| WORK TO BE COMPLETED |
The expected output is each line in the data below that includes the string "dead".

| DATASET EXCERPTS |
::::

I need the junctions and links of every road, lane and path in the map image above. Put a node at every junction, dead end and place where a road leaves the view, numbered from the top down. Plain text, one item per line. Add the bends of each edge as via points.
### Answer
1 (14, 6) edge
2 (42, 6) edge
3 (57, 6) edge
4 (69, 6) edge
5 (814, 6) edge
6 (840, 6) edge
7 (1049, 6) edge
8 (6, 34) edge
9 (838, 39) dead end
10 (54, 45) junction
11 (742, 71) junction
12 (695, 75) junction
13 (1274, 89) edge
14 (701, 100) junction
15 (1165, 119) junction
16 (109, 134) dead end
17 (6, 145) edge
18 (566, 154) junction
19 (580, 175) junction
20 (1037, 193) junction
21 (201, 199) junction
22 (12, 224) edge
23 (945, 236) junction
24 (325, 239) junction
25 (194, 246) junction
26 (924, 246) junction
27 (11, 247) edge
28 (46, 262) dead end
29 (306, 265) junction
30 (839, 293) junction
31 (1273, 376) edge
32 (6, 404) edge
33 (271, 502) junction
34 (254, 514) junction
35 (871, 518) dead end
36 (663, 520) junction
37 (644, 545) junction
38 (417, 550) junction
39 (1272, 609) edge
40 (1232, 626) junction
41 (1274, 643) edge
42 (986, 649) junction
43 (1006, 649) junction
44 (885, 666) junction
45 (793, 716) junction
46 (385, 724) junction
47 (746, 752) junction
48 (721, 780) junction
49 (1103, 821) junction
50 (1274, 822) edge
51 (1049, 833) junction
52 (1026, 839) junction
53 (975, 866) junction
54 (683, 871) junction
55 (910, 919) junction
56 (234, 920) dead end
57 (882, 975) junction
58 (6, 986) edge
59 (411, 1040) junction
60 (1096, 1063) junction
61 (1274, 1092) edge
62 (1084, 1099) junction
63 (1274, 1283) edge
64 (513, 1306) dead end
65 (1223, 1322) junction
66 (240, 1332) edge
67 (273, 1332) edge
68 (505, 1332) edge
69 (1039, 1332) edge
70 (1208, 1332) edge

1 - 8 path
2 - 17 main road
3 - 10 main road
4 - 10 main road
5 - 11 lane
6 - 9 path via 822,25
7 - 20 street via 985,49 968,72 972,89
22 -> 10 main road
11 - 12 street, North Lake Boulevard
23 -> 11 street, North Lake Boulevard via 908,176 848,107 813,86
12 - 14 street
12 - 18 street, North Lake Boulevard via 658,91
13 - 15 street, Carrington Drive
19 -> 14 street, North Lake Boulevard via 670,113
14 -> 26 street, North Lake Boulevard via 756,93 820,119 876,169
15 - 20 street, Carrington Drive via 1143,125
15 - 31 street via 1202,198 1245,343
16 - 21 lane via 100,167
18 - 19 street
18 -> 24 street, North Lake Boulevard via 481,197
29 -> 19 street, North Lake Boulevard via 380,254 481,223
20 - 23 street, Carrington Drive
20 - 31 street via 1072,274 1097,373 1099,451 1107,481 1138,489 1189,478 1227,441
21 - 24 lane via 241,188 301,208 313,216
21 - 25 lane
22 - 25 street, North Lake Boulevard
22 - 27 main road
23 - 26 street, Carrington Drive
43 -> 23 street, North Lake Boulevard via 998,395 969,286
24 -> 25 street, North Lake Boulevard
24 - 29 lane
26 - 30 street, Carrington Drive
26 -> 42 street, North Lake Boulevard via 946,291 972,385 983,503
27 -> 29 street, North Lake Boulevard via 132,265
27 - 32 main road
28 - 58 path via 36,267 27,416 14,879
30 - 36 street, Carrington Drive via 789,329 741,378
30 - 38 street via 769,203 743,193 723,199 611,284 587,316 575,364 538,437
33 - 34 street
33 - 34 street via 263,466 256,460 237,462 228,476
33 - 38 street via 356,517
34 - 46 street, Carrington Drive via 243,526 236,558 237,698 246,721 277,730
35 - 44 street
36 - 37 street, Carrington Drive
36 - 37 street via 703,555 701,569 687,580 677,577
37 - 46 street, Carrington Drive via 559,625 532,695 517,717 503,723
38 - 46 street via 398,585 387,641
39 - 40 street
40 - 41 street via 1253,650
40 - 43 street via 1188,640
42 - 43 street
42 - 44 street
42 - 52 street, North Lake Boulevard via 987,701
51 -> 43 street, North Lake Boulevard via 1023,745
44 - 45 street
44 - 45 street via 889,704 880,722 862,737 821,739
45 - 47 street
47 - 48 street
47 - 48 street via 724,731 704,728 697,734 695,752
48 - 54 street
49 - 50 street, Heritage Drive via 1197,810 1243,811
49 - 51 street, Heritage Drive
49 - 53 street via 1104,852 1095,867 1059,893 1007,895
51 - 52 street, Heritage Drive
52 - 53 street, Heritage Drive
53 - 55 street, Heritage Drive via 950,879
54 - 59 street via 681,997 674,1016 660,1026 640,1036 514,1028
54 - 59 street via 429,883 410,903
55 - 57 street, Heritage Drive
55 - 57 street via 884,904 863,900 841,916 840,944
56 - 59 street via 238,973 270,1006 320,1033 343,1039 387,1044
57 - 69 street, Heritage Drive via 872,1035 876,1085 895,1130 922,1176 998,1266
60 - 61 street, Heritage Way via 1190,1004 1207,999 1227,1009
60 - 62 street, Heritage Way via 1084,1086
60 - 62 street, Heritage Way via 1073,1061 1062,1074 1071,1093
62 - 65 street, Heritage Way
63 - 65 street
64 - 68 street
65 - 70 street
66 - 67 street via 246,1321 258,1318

::::

| WRITTEN REPLY |
I need the junctions and links of every road, lane and path in the map image above. Put a node at every junction, dead end and place where a road leaves the view, numbered from the top down. Plain text, one item per line. Add the bends of each edge as via points.
9 (838, 39) dead end
16 (109, 134) dead end
28 (46, 262) dead end
35 (871, 518) dead end
56 (234, 920) dead end
64 (513, 1306) dead end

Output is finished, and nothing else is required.